You know my sitting down and my rising up.
You attend my thoughts from afar.
Your breath fans my road and my resting place.
My whole journey is known to You.
Before a word is on my tongue
You know it through and through.
From all sides You surround and fill me.
You lay Your hand upon me.
Such knowledge is too wonderful -
Too great for me to understand.
Oh, where can I go from Your spirit?
Where can I flee from Your face?
If I ascend to heaven, You are there.
If I make my bed in death, You are there.
If I take the wings of the dawn
And fly past the sea’s farthest end,
Even there Your hand guides me,
Your right hand holds me fast.
If I say, "Darkness has wounded me
And all the light is night,"
Even darkness hides nothing from You.
The night shines as the day,
For in You, light and dark are one.
Your breath was woven into me
In my mother's womb.
You are my inmost being.
I always dwell in You.
I praise You for the wonder of my life.
For my soul understands:
As are all Your works, I am awesome.
Every part of me lives in You.
Even as I was created in secret,
My body drawn from the clay of the earth,
You saw my new-formed self, my mortality.

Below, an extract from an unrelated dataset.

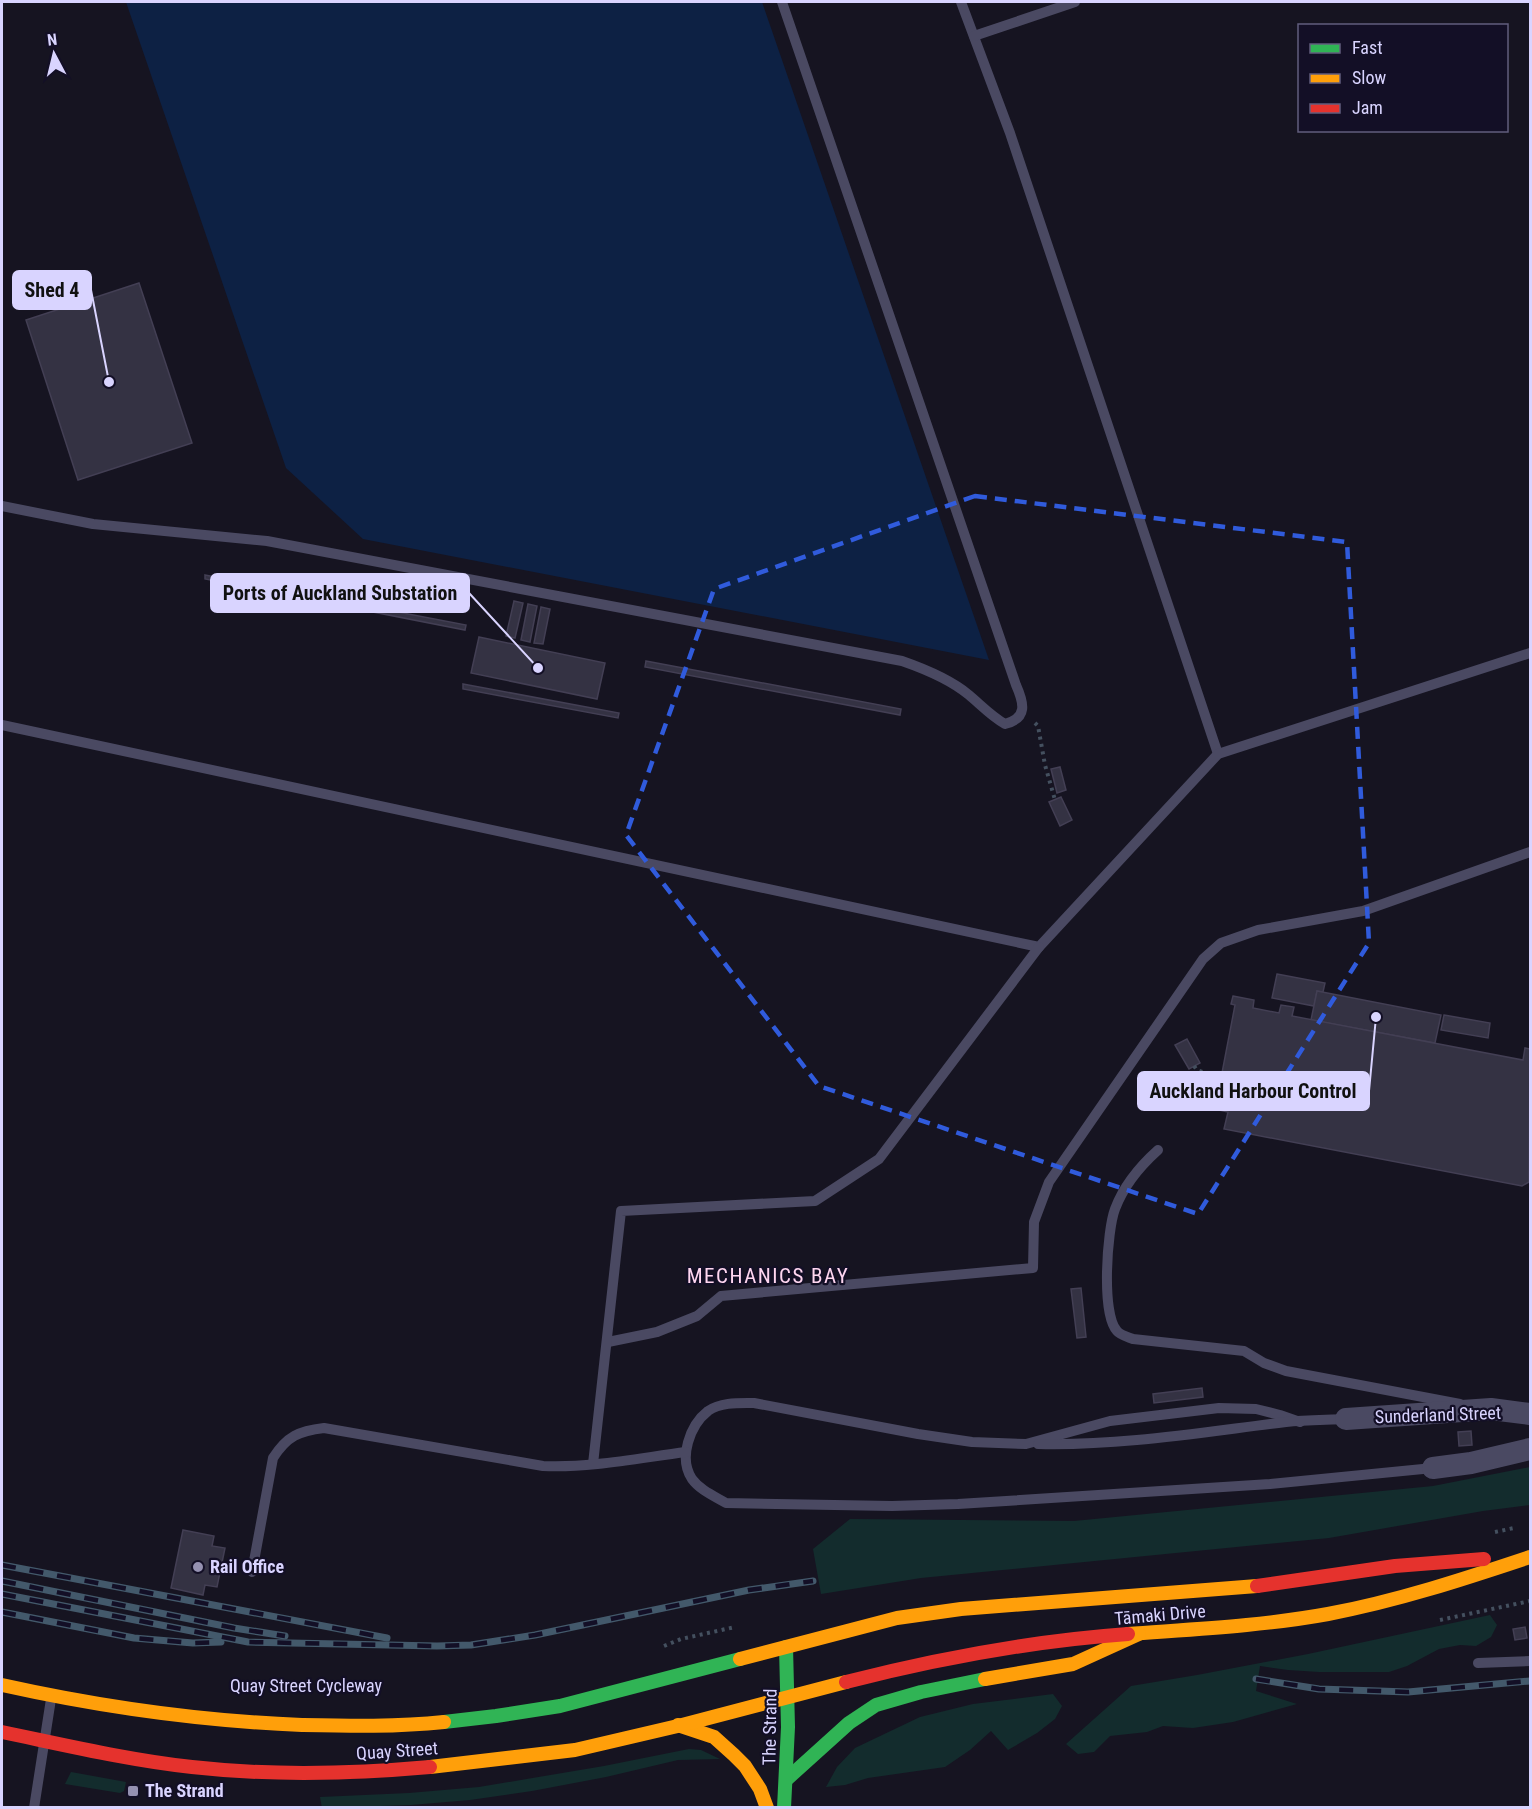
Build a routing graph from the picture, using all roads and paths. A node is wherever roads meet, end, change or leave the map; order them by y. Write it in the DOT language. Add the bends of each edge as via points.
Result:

And inscribed all my days with Your words.
How precious are Your thoughts.
How vast beyond belief.
Counted, they are more numerous
Than the grains of sand.
Let me wake up so I know myself one with You.
Slay the voices of my addictions!
Cleanse me of their self-negating hostility!
Or overwhelmed by fear and pain
I will forget what You are.
The oblivious speak of You, yet deceive.
In delusion, they abuse Your Awesome Name.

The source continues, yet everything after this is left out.